» WHAT YOU SHOULD DO: Give the data again exactly as it appears.

» EXTRACTED DATA:
#####
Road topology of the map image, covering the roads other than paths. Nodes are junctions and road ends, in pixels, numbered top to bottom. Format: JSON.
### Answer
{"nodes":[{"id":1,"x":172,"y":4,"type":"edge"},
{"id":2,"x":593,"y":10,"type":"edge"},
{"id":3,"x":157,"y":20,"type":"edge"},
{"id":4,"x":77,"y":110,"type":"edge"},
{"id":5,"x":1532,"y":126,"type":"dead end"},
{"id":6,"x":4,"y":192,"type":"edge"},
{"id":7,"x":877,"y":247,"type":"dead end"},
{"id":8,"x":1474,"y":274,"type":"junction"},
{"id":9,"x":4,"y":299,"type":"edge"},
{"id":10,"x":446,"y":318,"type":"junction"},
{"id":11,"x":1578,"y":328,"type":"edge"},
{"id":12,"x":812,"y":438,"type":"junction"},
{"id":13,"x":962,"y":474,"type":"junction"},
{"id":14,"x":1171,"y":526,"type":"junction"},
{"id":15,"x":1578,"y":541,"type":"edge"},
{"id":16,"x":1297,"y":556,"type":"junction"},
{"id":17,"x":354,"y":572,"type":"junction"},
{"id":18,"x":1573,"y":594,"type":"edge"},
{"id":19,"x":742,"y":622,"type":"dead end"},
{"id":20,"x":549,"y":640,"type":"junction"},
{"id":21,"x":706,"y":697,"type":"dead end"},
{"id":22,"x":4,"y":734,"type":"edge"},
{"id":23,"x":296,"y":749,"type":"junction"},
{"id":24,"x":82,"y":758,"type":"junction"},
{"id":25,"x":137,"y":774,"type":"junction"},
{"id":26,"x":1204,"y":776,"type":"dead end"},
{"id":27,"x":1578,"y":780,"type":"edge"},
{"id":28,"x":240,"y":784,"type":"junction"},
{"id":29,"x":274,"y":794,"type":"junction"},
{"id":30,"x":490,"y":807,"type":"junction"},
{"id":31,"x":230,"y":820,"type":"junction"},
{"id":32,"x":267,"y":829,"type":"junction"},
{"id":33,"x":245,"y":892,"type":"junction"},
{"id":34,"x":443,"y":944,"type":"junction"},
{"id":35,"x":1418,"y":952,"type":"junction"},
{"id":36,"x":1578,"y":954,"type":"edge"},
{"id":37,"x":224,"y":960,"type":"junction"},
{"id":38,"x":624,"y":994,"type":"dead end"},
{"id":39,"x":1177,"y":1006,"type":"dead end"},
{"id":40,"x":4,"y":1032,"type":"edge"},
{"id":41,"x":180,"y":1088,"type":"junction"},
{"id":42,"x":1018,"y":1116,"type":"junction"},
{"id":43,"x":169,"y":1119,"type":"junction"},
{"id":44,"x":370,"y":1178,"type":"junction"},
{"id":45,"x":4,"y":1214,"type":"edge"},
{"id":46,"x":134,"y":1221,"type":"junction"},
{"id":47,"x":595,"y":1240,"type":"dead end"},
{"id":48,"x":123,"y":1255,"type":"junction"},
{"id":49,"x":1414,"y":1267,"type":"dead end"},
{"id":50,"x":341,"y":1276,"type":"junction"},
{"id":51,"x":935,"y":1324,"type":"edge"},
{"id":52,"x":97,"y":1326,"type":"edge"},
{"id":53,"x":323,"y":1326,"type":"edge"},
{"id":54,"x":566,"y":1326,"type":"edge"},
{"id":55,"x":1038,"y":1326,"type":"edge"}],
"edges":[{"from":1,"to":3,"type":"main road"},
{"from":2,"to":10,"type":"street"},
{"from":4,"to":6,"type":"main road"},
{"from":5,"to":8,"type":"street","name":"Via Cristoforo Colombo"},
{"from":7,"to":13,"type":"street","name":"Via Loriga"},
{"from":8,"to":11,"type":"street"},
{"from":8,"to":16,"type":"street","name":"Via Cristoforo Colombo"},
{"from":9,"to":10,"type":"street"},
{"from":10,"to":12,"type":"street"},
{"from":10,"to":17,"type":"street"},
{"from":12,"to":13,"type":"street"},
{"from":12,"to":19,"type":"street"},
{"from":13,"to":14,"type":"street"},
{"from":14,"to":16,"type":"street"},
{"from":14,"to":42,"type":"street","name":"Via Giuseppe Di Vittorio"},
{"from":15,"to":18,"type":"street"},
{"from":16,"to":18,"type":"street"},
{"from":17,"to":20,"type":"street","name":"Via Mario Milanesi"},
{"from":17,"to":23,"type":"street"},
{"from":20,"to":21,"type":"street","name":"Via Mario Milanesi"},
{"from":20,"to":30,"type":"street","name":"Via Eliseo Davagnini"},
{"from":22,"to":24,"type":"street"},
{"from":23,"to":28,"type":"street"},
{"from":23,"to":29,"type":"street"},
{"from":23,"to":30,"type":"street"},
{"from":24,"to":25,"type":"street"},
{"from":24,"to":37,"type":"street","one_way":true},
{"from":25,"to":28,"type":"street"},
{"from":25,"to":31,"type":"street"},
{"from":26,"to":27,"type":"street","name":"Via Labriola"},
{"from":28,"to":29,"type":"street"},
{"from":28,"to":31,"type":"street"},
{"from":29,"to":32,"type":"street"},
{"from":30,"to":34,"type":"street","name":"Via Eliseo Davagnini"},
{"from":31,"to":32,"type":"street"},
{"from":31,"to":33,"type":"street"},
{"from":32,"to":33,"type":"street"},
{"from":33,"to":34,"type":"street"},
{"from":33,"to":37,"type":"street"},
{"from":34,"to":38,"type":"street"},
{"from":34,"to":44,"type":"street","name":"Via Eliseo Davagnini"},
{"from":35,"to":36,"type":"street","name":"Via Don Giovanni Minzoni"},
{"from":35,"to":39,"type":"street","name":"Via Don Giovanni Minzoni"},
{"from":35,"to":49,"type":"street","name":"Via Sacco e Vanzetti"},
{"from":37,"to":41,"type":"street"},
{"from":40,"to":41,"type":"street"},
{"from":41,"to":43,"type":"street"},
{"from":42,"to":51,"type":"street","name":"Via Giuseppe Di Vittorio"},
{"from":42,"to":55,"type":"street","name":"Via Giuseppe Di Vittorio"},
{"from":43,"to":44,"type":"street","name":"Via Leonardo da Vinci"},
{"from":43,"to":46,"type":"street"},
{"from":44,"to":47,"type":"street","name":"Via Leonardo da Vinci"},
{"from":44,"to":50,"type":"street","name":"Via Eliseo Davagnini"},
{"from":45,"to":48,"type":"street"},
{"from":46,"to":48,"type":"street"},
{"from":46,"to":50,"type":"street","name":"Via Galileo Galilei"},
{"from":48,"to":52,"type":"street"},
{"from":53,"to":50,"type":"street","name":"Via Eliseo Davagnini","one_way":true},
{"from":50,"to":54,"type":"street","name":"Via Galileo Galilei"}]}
#####
» SOLUTION TO THIS PROBLEM:
Road topology of the map image, covering the roads other than paths. Nodes are junctions and road ends, in pixels, numbered top to bottom. Format: JSON.
### Answer
{"nodes":[{"id":1,"x":172,"y":4,"type":"edge"},
{"id":2,"x":593,"y":10,"type":"edge"},
{"id":3,"x":157,"y":20,"type":"edge"},
{"id":4,"x":77,"y":110,"type":"edge"},
{"id":5,"x":1532,"y":126,"type":"dead end"},
{"id":6,"x":4,"y":192,"type":"edge"},
{"id":7,"x":877,"y":247,"type":"dead end"},
{"id":8,"x":1474,"y":274,"type":"junction"},
{"id":9,"x":4,"y":299,"type":"edge"},
{"id":10,"x":446,"y":318,"type":"junction"},
{"id":11,"x":1578,"y":328,"type":"edge"},
{"id":12,"x":812,"y":438,"type":"junction"},
{"id":13,"x":962,"y":474,"type":"junction"},
{"id":14,"x":1171,"y":526,"type":"junction"},
{"id":15,"x":1578,"y":541,"type":"edge"},
{"id":16,"x":1297,"y":556,"type":"junction"},
{"id":17,"x":354,"y":572,"type":"junction"},
{"id":18,"x":1573,"y":594,"type":"edge"},
{"id":19,"x":742,"y":622,"type":"dead end"},
{"id":20,"x":549,"y":640,"type":"junction"},
{"id":21,"x":706,"y":697,"type":"dead end"},
{"id":22,"x":4,"y":734,"type":"edge"},
{"id":23,"x":296,"y":749,"type":"junction"},
{"id":24,"x":82,"y":758,"type":"junction"},
{"id":25,"x":137,"y":774,"type":"junction"},
{"id":26,"x":1204,"y":776,"type":"dead end"},
{"id":27,"x":1578,"y":780,"type":"edge"},
{"id":28,"x":240,"y":784,"type":"junction"},
{"id":29,"x":274,"y":794,"type":"junction"},
{"id":30,"x":490,"y":807,"type":"junction"},
{"id":31,"x":230,"y":820,"type":"junction"},
{"id":32,"x":267,"y":829,"type":"junction"},
{"id":33,"x":245,"y":892,"type":"junction"},
{"id":34,"x":443,"y":944,"type":"junction"},
{"id":35,"x":1418,"y":952,"type":"junction"},
{"id":36,"x":1578,"y":954,"type":"edge"},
{"id":37,"x":224,"y":960,"type":"junction"},
{"id":38,"x":624,"y":994,"type":"dead end"},
{"id":39,"x":1177,"y":1006,"type":"dead end"},
{"id":40,"x":4,"y":1032,"type":"edge"},
{"id":41,"x":180,"y":1088,"type":"junction"},
{"id":42,"x":1018,"y":1116,"type":"junction"},
{"id":43,"x":169,"y":1119,"type":"junction"},
{"id":44,"x":370,"y":1178,"type":"junction"},
{"id":45,"x":4,"y":1214,"type":"edge"},
{"id":46,"x":134,"y":1221,"type":"junction"},
{"id":47,"x":595,"y":1240,"type":"dead end"},
{"id":48,"x":123,"y":1255,"type":"junction"},
{"id":49,"x":1414,"y":1267,"type":"dead end"},
{"id":50,"x":341,"y":1276,"type":"junction"},
{"id":51,"x":935,"y":1324,"type":"edge"},
{"id":52,"x":97,"y":1326,"type":"edge"},
{"id":53,"x":323,"y":1326,"type":"edge"},
{"id":54,"x":566,"y":1326,"type":"edge"},
{"id":55,"x":1038,"y":1326,"type":"edge"}],
"edges":[{"from":1,"to":3,"type":"main road"},
{"from":2,"to":10,"type":"street"},
{"from":4,"to":6,"type":"main road"},
{"from":5,"to":8,"type":"street","name":"Via Cristoforo Colombo"},
{"from":7,"to":13,"type":"street","name":"Via Loriga"},
{"from":8,"to":11,"type":"street"},
{"from":8,"to":16,"type":"street","name":"Via Cristoforo Colombo"},
{"from":9,"to":10,"type":"street"},
{"from":10,"to":12,"type":"street"},
{"from":10,"to":17,"type":"street"},
{"from":12,"to":13,"type":"street"},
{"from":12,"to":19,"type":"street"},
{"from":13,"to":14,"type":"street"},
{"from":14,"to":16,"type":"street"},
{"from":14,"to":42,"type":"street","name":"Via Giuseppe Di Vittorio"},
{"from":15,"to":18,"type":"street"},
{"from":16,"to":18,"type":"street"},
{"from":17,"to":20,"type":"street","name":"Via Mario Milanesi"},
{"from":17,"to":23,"type":"street"},
{"from":20,"to":21,"type":"street","name":"Via Mario Milanesi"},
{"from":20,"to":30,"type":"street","name":"Via Eliseo Davagnini"},
{"from":22,"to":24,"type":"street"},
{"from":23,"to":28,"type":"street"},
{"from":23,"to":29,"type":"street"},
{"from":23,"to":30,"type":"street"},
{"from":24,"to":25,"type":"street"},
{"from":24,"to":37,"type":"street","one_way":true},
{"from":25,"to":28,"type":"street"},
{"from":25,"to":31,"type":"street"},
{"from":26,"to":27,"type":"street","name":"Via Labriola"},
{"from":28,"to":29,"type":"street"},
{"from":28,"to":31,"type":"street"},
{"from":29,"to":32,"type":"street"},
{"from":30,"to":34,"type":"street","name":"Via Eliseo Davagnini"},
{"from":31,"to":32,"type":"street"},
{"from":31,"to":33,"type":"street"},
{"from":32,"to":33,"type":"street"},
{"from":33,"to":34,"type":"street"},
{"from":33,"to":37,"type":"street"},
{"from":34,"to":38,"type":"street"},
{"from":34,"to":44,"type":"street","name":"Via Eliseo Davagnini"},
{"from":35,"to":36,"type":"street","name":"Via Don Giovanni Minzoni"},
{"from":35,"to":39,"type":"street","name":"Via Don Giovanni Minzoni"},
{"from":35,"to":49,"type":"street","name":"Via Sacco e Vanzetti"},
{"from":37,"to":41,"type":"street"},
{"from":40,"to":41,"type":"street"},
{"from":41,"to":43,"type":"street"},
{"from":42,"to":51,"type":"street","name":"Via Giuseppe Di Vittorio"},
{"from":42,"to":55,"type":"street","name":"Via Giuseppe Di Vittorio"},
{"from":43,"to":44,"type":"street","name":"Via Leonardo da Vinci"},
{"from":43,"to":46,"type":"street"},
{"from":44,"to":47,"type":"street","name":"Via Leonardo da Vinci"},
{"from":44,"to":50,"type":"street","name":"Via Eliseo Davagnini"},
{"from":45,"to":48,"type":"street"},
{"from":46,"to":48,"type":"street"},
{"from":46,"to":50,"type":"street","name":"Via Galileo Galilei"},
{"from":48,"to":52,"type":"street"},
{"from":53,"to":50,"type":"street","name":"Via Eliseo Davagnini","one_way":true},
{"from":50,"to":54,"type":"street","name":"Via Galileo Galilei"}]}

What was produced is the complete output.